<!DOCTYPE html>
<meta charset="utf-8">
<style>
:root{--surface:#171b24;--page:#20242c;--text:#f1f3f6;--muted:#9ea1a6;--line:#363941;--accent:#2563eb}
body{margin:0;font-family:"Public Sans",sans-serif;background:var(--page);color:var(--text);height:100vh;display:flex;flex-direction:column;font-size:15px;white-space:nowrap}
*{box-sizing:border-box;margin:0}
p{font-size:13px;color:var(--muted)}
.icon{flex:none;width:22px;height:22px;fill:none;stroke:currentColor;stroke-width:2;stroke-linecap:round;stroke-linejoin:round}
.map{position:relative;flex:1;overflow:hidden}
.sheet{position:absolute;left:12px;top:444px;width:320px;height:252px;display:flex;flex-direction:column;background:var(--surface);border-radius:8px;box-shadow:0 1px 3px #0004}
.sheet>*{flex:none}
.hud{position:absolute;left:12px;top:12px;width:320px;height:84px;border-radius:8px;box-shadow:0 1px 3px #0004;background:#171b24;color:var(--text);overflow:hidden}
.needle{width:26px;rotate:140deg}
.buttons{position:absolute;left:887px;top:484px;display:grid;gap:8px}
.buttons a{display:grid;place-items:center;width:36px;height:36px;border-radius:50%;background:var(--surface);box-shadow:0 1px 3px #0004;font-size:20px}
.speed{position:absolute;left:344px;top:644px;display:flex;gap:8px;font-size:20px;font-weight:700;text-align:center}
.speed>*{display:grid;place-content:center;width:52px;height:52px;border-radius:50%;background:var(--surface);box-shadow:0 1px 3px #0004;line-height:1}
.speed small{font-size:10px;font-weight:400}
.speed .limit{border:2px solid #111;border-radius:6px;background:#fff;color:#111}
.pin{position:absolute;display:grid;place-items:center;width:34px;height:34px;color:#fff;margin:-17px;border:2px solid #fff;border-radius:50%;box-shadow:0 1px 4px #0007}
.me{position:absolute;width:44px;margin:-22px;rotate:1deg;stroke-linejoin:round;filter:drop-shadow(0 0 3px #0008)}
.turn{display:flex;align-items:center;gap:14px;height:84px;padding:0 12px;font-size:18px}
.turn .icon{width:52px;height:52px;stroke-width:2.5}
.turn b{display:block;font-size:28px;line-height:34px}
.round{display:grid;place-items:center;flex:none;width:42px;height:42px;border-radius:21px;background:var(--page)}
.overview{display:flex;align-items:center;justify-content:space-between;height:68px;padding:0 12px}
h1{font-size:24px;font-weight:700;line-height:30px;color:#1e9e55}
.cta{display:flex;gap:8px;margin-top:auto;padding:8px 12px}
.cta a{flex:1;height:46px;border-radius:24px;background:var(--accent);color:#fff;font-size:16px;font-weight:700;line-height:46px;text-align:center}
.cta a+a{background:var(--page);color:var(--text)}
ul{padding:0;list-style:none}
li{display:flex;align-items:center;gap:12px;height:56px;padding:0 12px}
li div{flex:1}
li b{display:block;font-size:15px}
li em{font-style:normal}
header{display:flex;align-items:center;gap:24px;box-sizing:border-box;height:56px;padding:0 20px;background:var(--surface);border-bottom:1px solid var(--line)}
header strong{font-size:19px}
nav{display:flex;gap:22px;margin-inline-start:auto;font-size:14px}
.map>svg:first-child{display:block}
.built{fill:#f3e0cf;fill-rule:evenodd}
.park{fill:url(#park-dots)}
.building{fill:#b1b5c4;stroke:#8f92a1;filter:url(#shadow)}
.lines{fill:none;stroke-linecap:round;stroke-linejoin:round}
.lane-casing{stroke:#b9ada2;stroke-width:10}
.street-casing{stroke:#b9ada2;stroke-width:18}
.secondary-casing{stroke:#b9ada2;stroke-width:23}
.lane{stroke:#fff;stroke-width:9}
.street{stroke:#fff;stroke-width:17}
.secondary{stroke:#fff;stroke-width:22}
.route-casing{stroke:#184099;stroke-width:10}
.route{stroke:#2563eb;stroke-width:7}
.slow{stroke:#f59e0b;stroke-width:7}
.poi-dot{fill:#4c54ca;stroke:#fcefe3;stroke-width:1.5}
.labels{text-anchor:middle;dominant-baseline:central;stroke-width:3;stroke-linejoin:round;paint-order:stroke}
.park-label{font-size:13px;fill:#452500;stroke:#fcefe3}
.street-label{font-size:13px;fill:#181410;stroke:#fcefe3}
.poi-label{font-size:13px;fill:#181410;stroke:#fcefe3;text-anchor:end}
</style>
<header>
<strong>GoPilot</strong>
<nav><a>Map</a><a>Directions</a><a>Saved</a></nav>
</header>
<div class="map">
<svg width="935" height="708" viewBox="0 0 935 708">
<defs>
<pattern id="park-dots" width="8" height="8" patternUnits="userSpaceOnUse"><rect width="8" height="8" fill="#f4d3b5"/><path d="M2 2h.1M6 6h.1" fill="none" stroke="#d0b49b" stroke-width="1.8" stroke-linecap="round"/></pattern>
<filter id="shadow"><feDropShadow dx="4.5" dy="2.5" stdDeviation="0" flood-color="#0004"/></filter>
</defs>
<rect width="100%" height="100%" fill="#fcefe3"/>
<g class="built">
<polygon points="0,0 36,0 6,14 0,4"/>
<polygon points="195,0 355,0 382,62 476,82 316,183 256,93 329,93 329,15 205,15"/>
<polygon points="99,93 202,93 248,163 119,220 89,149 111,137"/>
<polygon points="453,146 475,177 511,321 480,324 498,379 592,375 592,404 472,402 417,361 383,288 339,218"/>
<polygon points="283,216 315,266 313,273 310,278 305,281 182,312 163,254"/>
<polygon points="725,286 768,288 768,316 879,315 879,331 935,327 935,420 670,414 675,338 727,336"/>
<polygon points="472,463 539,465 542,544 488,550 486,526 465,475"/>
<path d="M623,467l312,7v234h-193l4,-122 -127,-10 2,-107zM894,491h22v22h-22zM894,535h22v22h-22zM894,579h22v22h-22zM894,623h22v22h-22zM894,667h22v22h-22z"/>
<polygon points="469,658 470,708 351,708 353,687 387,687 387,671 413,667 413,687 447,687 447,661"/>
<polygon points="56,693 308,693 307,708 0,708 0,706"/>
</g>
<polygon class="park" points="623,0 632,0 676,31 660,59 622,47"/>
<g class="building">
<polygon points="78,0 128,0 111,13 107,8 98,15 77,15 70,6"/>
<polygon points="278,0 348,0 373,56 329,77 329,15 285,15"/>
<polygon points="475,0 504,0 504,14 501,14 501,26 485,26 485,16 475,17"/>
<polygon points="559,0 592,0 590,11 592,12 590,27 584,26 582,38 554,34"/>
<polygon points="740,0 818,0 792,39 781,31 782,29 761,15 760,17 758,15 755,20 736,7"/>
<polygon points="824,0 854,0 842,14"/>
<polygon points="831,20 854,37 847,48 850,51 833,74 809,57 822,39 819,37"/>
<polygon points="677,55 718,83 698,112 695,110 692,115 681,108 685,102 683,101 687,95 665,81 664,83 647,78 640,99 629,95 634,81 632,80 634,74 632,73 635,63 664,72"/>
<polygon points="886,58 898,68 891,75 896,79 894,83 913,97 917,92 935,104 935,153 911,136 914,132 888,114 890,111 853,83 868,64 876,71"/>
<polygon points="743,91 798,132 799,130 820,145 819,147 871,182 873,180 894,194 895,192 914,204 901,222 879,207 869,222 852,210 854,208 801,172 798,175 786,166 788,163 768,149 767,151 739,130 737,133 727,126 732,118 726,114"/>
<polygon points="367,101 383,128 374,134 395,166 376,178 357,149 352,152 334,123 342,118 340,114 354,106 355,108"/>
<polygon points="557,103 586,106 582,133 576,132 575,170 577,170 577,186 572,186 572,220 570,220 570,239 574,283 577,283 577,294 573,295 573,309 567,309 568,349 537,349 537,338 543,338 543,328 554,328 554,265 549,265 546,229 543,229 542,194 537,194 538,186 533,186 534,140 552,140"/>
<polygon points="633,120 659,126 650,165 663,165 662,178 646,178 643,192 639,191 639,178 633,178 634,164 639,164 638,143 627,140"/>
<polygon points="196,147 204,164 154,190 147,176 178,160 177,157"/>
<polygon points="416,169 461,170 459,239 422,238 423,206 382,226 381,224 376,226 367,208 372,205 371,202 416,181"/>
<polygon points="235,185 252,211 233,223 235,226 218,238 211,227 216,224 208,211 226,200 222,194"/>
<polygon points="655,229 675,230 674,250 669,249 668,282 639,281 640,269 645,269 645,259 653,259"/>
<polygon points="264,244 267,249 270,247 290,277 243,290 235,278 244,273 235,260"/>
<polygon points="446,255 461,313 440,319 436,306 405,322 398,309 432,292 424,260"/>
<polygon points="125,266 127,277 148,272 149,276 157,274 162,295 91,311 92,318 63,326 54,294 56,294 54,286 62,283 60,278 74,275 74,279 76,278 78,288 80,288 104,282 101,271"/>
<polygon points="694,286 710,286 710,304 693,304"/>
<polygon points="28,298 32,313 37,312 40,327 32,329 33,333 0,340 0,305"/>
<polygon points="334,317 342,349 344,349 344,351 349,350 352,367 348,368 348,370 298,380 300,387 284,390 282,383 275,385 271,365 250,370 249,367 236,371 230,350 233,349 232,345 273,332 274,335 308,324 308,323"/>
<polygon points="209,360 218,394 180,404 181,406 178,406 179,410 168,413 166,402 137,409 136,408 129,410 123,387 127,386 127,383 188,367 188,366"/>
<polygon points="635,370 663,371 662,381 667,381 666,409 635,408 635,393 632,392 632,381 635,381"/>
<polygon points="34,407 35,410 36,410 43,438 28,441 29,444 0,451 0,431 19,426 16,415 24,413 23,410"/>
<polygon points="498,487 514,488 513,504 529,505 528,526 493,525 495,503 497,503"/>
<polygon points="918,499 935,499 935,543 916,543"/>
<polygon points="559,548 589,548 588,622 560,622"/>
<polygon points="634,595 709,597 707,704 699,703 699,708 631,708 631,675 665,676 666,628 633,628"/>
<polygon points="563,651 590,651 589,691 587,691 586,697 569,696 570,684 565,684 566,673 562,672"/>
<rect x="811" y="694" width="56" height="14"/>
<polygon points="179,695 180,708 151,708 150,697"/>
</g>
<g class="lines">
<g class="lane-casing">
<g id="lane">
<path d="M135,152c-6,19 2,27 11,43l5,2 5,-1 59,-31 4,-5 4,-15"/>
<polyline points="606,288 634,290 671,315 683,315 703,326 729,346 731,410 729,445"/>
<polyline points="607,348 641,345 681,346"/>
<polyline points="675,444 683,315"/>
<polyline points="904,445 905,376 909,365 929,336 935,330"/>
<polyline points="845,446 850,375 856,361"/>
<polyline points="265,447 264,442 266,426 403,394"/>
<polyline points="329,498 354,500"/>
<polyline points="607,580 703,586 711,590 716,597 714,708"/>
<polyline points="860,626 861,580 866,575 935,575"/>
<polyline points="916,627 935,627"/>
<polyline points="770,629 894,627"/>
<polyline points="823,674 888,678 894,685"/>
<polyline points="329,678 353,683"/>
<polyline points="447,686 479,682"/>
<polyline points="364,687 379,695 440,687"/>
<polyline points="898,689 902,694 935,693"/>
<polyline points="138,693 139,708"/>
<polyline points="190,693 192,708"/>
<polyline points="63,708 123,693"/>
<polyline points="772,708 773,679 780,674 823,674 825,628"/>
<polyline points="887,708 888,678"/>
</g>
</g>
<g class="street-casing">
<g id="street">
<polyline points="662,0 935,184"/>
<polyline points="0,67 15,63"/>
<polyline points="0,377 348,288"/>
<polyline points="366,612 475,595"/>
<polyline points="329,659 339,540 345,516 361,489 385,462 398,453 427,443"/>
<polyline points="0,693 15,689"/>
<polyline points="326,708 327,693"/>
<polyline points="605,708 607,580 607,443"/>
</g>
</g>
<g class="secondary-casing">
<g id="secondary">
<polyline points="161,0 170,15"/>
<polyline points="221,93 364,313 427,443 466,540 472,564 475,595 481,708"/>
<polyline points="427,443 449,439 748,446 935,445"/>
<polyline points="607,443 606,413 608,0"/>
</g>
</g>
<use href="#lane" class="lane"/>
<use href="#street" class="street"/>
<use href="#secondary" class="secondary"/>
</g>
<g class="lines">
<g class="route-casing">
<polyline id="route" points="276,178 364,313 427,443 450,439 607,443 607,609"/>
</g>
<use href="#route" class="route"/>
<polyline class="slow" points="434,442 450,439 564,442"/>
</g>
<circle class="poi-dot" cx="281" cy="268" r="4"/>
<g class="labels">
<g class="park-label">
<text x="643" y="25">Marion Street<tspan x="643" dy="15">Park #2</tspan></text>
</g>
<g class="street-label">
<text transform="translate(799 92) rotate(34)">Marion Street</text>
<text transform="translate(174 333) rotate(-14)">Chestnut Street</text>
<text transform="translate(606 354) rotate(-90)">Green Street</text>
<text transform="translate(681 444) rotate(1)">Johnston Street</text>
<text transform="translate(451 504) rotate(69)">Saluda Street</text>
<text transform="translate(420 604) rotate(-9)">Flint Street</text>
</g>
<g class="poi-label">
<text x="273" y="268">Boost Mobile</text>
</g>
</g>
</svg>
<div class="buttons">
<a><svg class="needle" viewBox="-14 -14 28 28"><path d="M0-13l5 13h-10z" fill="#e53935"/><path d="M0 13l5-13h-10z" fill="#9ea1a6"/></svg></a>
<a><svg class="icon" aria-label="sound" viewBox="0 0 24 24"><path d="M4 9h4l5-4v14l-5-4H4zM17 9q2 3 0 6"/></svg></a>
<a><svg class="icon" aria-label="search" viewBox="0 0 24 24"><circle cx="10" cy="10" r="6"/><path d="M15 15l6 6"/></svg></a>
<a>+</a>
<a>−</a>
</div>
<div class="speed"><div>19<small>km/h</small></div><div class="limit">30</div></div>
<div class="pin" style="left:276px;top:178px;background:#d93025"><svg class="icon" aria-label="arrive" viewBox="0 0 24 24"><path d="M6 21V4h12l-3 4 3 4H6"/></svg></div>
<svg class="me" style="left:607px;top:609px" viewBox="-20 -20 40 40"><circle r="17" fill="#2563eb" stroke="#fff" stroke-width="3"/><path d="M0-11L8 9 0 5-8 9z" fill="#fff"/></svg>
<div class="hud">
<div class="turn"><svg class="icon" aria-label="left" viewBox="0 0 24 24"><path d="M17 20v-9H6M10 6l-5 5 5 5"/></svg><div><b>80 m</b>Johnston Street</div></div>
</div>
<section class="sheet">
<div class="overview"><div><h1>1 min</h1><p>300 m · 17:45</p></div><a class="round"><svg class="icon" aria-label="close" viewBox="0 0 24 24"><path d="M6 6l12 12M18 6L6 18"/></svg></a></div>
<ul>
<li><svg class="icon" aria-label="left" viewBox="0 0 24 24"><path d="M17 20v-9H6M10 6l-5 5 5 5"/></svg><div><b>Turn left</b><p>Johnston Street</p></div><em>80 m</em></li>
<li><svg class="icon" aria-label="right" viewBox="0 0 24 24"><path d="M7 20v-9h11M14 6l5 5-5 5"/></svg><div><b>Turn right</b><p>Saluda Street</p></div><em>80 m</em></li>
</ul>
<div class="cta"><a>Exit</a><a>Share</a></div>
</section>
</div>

※ ※ ※

What is being asked: Reproduce each line of the records in which the string "column" appears.

Exercise response:
body{margin:0;font-family:"Public Sans",sans-serif;background:var(--page);color:var(--text);height:100vh;display:flex;flex-direction:column;font-size:15px;white-space:nowrap}
.sheet{position:absolute;left:12px;top:444px;width:320px;height:252px;display:flex;flex-direction:column;background:var(--surface);border-radius:8px;box-shadow:0 1px 3px #0004}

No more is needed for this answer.